How can we work effectively together?

FT

Fabian Tompsett Tue 1 Jan 2019 7:30PM

Thanks for that, Rory, however, I never done a PhD and I find your suggestion that I have been "steered away" from anything quite unwarranted. In my working life I have been involved in the co-operative movement since the seventies and am familiar with the debates which have been going on for decades, even before then.

RU

Rory (as User) Wed 2 Jan 2019 8:29AM

Fabian - the comment was based of what you concluded from your degree programme, and was directly at your course, not you. Did your tutors use, or recommend, my textbook (it has been adopted by more than 50 universities worldwide)? It starts with an analysis of the Mondragon Cooperatives as an exemplar social enterprise, and has extensive discussions of employee ownership, cooperatives such as Loomio, as well as associations, social business, charitable trading and the FairShares Model. It is the most coop friendly textbook on social enterprise by far, and also the most widely adopted worldwide (about to go into its third edition). Your tutors recognition of coops (or not) as social enterprises would be indicated by the materials they directed you to use. What did they use as a core text, and where did you study social enterprise?

NBC

Nathan Brown (Co-op Culture) Wed 2 Jan 2019 12:22PM

Some co-ops are social enterprises, some social enterprises are co-ops. I work with social enterprises as well as co-ops. This means that the social enterprise clients or training participants I work with get to hear about demoractic stakeholder controlled social enterprises, based on co-op principles which can make a difference to their choices about how to grow and develop. Some choose co-op. Most of the money thrown at social enterprises focuses on a narrative of heroic sole entrepreneur saving the world (and if you think that is bad you should see some of the bullshit that is spread about Societies by people who don't understand the legal form such as Young Foundation and UnLtd).

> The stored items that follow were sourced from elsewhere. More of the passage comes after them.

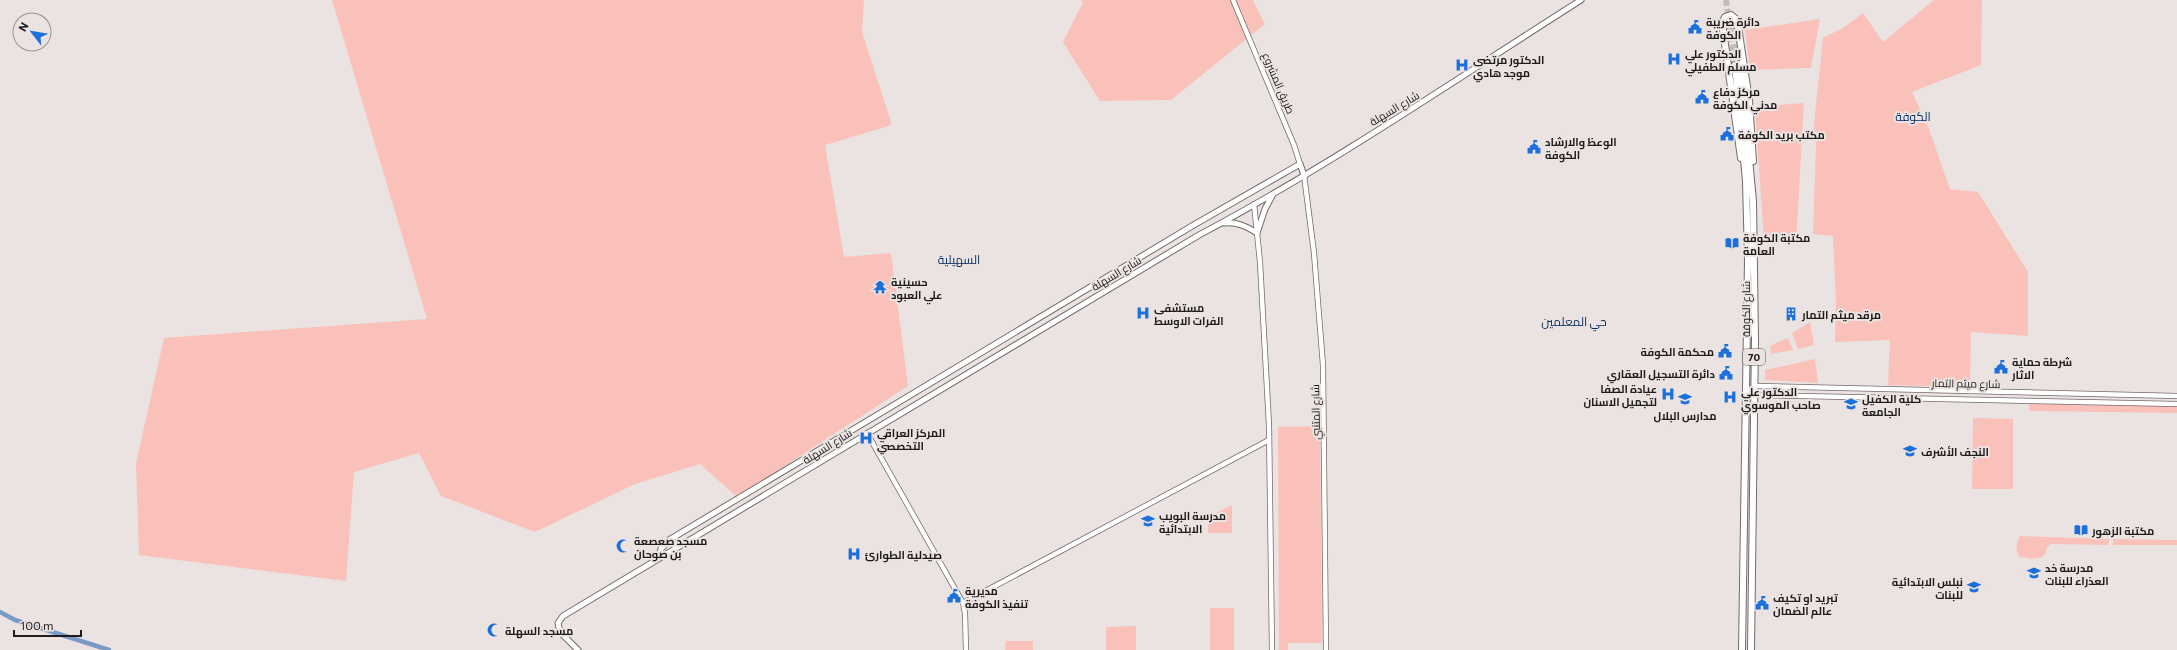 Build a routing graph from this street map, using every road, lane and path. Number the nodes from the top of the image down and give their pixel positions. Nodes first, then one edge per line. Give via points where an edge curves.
1 (1233, 0) edge
2 (1581, 0) edge
3 (1737, 65) tunnel mouth
4 (1300, 164) junction
5 (1304, 175) junction
6 (1749, 180) junction
7 (1273, 193) junction
8 (1254, 204) junction
9 (1221, 223) junction
10 (1257, 233) junction
11 (1029, 324) junction
12 (1034, 333) junction
13 (1746, 338) junction
14 (1755, 339) junction
15 (1745, 358) junction
16 (1754, 359) junction
17 (1754, 386) junction
18 (1894, 390) junction
19 (1755, 395) junction
20 (2177, 396) edge
21 (1894, 399) junction
22 (2177, 404) edge
23 (867, 433) junction
24 (1269, 440) junction
25 (658, 559) junction
26 (963, 603) junction
27 (1742, 619) junction
28 (1751, 619) junction
29 (1751, 638) junction
30 (1742, 640) junction
31 (578, 650) edge
32 (966, 650) edge
33 (1272, 650) edge
34 (1326, 650) edge
35 (1742, 650) edge
36 (1752, 650) edge

1 - 4 street, طريق المشروع
2 - 5 main road, شارع السهلة
3 - 6 highway, شارع الكوفة / 70
4 - 5 main road, طريق المشروع
4 - 11 main road, شارع السهلة
5 - 7 main road, شارع السهلة
5 - 34 street, شارع المتنبي via 1314,253 1323,365
6 - 6 highway via 1754,152 1749,100 1737,20 1731,15 1725,17 1722,23 1741,160
6 - 13 highway, شارع الكوفة / 70
6 - 14 highway, شارع الكوفة / 70
7 - 8 main road, شارع السهلة
7 - 10 main road
8 - 9 main road, شارع السهلة
8 - 10 street
9 - 10 main road via 1233,222
9 - 12 main road, شارع السهلة
10 - 24 street
11 - 12 main road
11 - 25 main road, شارع السهلة via 669,540 661,549
12 - 23 main road, شارع السهلة
13 - 14 highway via 1751,341
13 - 15 highway, شارع الكوفة / 70
14 - 16 highway, شارع الكوفة / 70
15 - 16 highway via 1750,355
15 - 27 highway, شارع الكوفة / 70
16 - 17 highway, شارع الكوفة / 70
17 - 18 street, شارع ميثم التمار
17 - 19 highway, شارع الكوفة / 70
18 - 20 street, شارع ميثم التمار
18 - 21 street
19 - 21 street, شارع ميثم التمار
19 - 28 highway, شارع الكوفة / 70
21 - 22 street, شارع ميثم التمار
23 - 25 main road, شارع السهلة
23 - 26 street
24 - 26 street
24 - 33 street
25 - 31 main road, شارع السهلة via 559,620 560,632
26 - 32 street
27 - 28 highway via 1748,622
27 - 30 highway, شارع الكوفة / 70
28 - 29 highway, شارع الكوفة / 70
29 - 30 highway via 1746,636
29 - 36 highway, شارع الكوفة / 70
30 - 35 highway, شارع الكوفة / 70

If we don't counter that narrative we miss an opportunity. Some people were looking to set up a co-op in the first place but the well paid flashy social enterprise salespeople rushed them past the idea "nothing to see hear". I see the wider social enterprise world as a partially receptive audience to our ideas. IMO we should engage as much as we as individuals want to, but on no account should we water down how we define co-ops, which some are guilty of to appease the social enterprise world. (I once berated a representative of a CDA describing a small member CIC who rejected my suggestion to open up membership as being "like a co-op").

FT

Fabian Tompsett Wed 2 Jan 2019 2:55PM

I am sorry, Rory, but I do not follow your line of reasoning. My degree programme was aimed at mature students with experience in the third sector, and one of the opening exercises was to look at how the accumulated experience of all the students was about 10 times that of the course leader. Unlike the top-down approach which I had previously experienced a long time ago in academia, we were encouraged to think for ourselves and develop our research skills. The posting I made arose as much from my awareness gained outside the course as from what we learnt during the course.
I am afraid I can't help feeing your repeated attempts to promote your own books and focus suspicion on a rival offering a parallel educational experience smacks to much of the heroic entrepreneur espoused by Schumpeter, mentioned above, so I hope you will excuse me if I refrain from further developing this strand of the thread

PC

Pat Conaty Wed 2 Jan 2019 4:44PM

An interesting dialogue. I think on the history aspects what you say Rory is acceptable. I think the deeper point Bob and Sion stressed was on the failure of the typological consideration of social enterprise forms to consider the history and origins of collective mutual aid. This is what is missing today. Both this awareness of the cultural roots of resistance to laissez-faire economics (always the Tory agenda in one form or another) and how hegemonic market fundamentalist thinking is. This article by Ganz on why Social Enterprise is not Social Change talks to this fundamental issue.